There are an estimated 70 million Americans who claim the title of "grandparent." For those of us lucky enough to have our lives blessed with grandkids, skills that are needed may seem rather obvious. After all, we raised at least one child to have a grandchild (basic biology). So, what skills might we have missed in the Grandparents Handbook?
It is not so much that certain skills are missing, but how they are used. The way we raised our own kids is not always the best model for dealing with our child's child. I have picked five that have the ability to make this experience a joy instead of a trial. Of course, there are probably another dozen (or more) skills that could be added to the list, but I had to draw the line somewhere!
This is part one of the "skills" post. To keep things from getting too long-winded, here are the first two skills. I believe these to be the most important. In a week I'll round out the project with the final three skills.
1) You aren't the parent. This is first because it is the most important. Too many times I get emails from grandparents complaining about something they don't like about how a grandchild is being raised. It could be as insignificant as pickiness in food choices, or a preference for a light left on while he or she falls asleep. Maybe the "flaw" is judged to be more important, like the inability to share toys, or a tendency to prefer video games over reading.
Certainly, there should be rules within a grandparent's home. This is one way a child learns to compromise and that the world is more a more complex place. Behavior that damages property or risks injury must be prevented.
But, it is very important that grandparents don't weaken the parents' authority. If you question some aspect of how the child is being raised, the issue should be discussed with the parent, but not in front of the child. Be prepared for your suggestion to be rejected. If that occurs, you have done your job: mentioned something you think is important or worth nothing.
At that point, your responsibility is complete. Accept what the parent decides and drop it. Forcing the issue any further runs the risk of alienating you from your adult child and the grandkids.

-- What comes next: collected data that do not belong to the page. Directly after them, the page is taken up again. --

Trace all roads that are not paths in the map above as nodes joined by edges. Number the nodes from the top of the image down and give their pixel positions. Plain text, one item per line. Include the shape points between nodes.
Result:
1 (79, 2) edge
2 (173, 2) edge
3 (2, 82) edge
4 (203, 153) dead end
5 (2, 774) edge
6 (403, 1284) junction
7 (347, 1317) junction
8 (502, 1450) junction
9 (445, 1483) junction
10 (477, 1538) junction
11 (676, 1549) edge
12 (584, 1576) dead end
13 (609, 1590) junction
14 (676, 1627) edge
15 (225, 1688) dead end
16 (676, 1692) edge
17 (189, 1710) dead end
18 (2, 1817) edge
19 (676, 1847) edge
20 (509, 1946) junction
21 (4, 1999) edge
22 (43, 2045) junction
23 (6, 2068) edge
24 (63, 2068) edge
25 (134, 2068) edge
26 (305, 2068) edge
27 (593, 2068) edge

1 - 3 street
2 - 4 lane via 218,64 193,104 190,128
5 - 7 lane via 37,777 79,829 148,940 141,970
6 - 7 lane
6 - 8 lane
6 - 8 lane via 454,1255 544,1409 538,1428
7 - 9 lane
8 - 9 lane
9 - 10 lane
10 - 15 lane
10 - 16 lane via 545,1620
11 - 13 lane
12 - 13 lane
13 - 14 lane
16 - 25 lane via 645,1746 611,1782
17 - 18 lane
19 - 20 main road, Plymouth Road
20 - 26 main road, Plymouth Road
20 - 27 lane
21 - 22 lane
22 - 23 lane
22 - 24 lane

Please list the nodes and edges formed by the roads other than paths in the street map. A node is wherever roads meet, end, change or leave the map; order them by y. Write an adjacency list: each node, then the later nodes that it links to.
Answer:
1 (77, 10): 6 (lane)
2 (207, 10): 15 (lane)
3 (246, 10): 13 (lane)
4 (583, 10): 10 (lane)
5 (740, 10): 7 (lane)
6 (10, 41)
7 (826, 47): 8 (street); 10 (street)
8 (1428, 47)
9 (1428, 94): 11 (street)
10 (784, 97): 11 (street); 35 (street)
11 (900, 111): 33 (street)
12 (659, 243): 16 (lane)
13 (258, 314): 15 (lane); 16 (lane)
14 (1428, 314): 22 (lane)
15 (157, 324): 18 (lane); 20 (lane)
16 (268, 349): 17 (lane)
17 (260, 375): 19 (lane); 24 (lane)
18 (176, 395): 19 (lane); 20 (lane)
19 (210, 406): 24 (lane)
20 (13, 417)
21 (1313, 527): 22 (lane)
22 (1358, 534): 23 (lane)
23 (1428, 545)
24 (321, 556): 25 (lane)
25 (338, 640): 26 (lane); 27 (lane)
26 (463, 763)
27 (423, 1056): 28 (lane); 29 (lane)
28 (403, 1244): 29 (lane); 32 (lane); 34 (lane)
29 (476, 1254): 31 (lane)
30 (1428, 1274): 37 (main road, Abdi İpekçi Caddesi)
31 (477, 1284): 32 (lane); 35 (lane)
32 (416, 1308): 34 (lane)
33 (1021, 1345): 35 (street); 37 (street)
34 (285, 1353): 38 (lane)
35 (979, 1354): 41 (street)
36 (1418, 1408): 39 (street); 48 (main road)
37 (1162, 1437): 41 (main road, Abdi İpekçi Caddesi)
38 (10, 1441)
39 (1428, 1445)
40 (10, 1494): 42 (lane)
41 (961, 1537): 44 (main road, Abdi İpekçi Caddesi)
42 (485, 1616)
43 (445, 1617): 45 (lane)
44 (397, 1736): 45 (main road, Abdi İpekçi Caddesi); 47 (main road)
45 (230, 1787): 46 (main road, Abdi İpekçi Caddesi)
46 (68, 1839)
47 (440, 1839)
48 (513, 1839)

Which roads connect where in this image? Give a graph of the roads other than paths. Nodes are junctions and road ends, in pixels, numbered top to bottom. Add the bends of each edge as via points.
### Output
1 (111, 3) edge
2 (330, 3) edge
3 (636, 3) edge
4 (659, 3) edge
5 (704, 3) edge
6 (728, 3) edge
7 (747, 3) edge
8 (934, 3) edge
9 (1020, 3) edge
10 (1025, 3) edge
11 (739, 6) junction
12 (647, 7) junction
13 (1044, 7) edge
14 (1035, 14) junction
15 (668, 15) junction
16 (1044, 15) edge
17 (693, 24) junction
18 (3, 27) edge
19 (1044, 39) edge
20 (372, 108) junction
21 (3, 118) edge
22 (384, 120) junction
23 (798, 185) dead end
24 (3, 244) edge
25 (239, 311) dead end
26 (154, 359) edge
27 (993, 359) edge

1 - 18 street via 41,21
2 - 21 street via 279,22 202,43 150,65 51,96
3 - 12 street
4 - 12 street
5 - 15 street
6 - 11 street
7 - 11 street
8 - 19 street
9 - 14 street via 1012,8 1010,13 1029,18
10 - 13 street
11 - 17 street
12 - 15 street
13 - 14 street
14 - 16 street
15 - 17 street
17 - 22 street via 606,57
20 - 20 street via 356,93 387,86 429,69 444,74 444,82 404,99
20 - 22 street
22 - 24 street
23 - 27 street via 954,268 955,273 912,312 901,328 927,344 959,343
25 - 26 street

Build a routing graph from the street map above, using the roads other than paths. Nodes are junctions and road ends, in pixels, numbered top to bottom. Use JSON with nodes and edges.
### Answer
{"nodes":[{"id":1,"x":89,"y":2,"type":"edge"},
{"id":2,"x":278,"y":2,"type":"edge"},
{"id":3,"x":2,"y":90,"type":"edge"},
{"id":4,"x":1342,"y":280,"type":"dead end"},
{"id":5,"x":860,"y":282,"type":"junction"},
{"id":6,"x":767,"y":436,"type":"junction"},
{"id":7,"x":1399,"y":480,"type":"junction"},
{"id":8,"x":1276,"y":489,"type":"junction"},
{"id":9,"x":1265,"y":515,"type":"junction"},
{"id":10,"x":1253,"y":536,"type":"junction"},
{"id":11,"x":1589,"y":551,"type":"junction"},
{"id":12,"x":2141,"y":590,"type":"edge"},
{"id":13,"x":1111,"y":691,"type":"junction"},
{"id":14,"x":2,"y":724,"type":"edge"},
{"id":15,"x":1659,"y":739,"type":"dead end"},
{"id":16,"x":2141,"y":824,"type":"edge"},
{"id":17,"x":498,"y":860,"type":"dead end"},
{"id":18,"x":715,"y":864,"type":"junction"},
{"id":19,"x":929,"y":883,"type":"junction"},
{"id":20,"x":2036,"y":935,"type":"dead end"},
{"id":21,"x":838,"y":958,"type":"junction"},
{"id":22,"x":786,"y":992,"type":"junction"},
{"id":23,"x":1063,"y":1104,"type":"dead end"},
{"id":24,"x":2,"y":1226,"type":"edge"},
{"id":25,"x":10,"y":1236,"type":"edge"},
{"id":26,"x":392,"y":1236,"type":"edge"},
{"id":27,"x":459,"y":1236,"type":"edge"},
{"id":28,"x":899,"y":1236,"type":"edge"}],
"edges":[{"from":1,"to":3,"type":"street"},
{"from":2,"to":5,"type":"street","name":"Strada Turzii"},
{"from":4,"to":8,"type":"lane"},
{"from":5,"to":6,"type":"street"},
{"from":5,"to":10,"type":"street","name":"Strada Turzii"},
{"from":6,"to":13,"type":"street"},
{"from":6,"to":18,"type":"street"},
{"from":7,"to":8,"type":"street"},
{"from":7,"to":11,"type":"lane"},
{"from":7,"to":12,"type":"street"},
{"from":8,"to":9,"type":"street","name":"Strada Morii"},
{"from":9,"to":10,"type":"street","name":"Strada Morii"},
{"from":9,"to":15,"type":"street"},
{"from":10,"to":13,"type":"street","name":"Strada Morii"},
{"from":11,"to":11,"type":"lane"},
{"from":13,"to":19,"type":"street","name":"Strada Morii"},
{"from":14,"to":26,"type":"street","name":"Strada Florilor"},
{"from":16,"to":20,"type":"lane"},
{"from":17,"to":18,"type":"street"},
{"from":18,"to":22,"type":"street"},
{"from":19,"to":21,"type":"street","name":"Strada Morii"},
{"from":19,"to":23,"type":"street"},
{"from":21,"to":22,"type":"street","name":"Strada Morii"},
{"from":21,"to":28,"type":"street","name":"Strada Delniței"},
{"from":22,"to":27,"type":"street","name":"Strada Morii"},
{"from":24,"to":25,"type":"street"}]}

2. Boundaries work both ways. Being available to help your grown children with their kids is one of the best parts of your new role. It might be babysitting while mom and dad have a night out or attend a meeting of some sort. There may be a time now and then where you can pitch in with some the constant shuttling of kids from one commitment to another.
Boundaries are important to keep one side of the equation from feeling taken advantage of. If there is a single parent situation you may have more requests for help. Even so, unless you are comfortable with taking on a bigger part of the load, it may be too easy for the parent to take advantage of your generosity. Too many requests for help or too many days spent babysitting may be too many. You have a life to lead that doesn't always involve a grandchild. Saying no becomes vital to your health and happiness.
Likewise, your daughter or son may not be overjoyed that you drop over, unannounced, time and time again, to offer help or advice. Even worse, if you have a key to their house and simply let yourself in, you are crossing a boundary that can cause real tensions and discord.
Agree or disagree with these first two points? I'd love your thoughts.